Zum Abschluss des 30. Berleburger Literaturfestivals gab es nicht nur Pflastersteine, sondern auch Blumen – zur Freude der Schenkenden und Beschenkten: Aleš Šteger, Claudia Schwarz, Chef-Koordinatorin Rikarde Riedesel, Hubert Kienzle und Bettina Born (von links). (Foto: Claudia Irle-Utsch)

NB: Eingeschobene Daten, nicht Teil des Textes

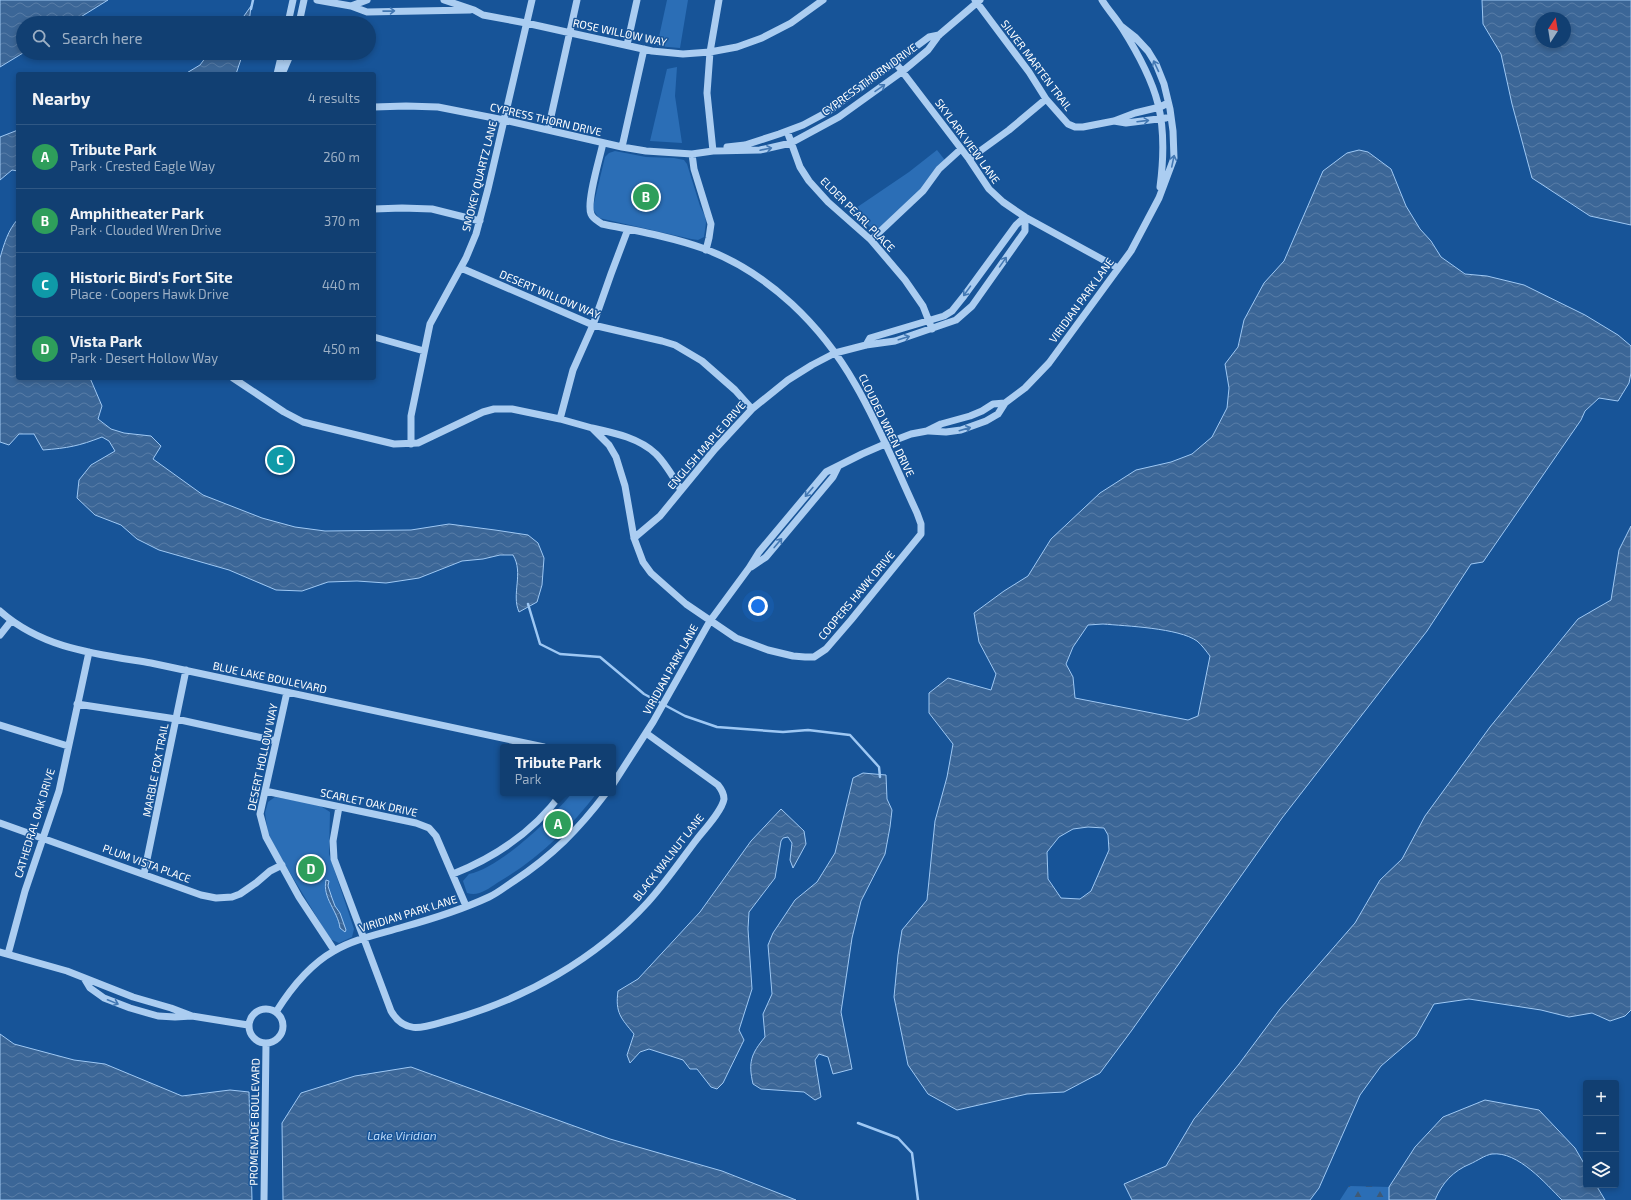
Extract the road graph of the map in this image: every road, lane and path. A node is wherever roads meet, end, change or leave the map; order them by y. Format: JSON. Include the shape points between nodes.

Viel Europa auf kleinem Raum

Seine „Gebrauchsanweisung“ beginnt er mit einer Schilderung all dessen, was man in Slowenien kaum finden kann: eine ausgedehnte Küste etwa oder die breiten Boulevards einer Metropole. Was man entdecken könne, sei viel Europa auf kleinstem Raum. Slowenien sei „the nation with the best location“. Mittendrin zwischen Ost und West und Süd und Nord, mit einem engen Nebeneinander von Bergen und Meer und mit einer Identität, die geprägt sei vom deutschsprachigen Kulturraum, dem Italiens und dem des Balkans. Ein Schlüsselbegriff der Selbstvergewisserung sei das Adjektiv „priden“, so Aleš Šteger. Tüchtig wolle man sein in Slowenien, bienenfleißig – und ja, man sei auch das Land der Imker.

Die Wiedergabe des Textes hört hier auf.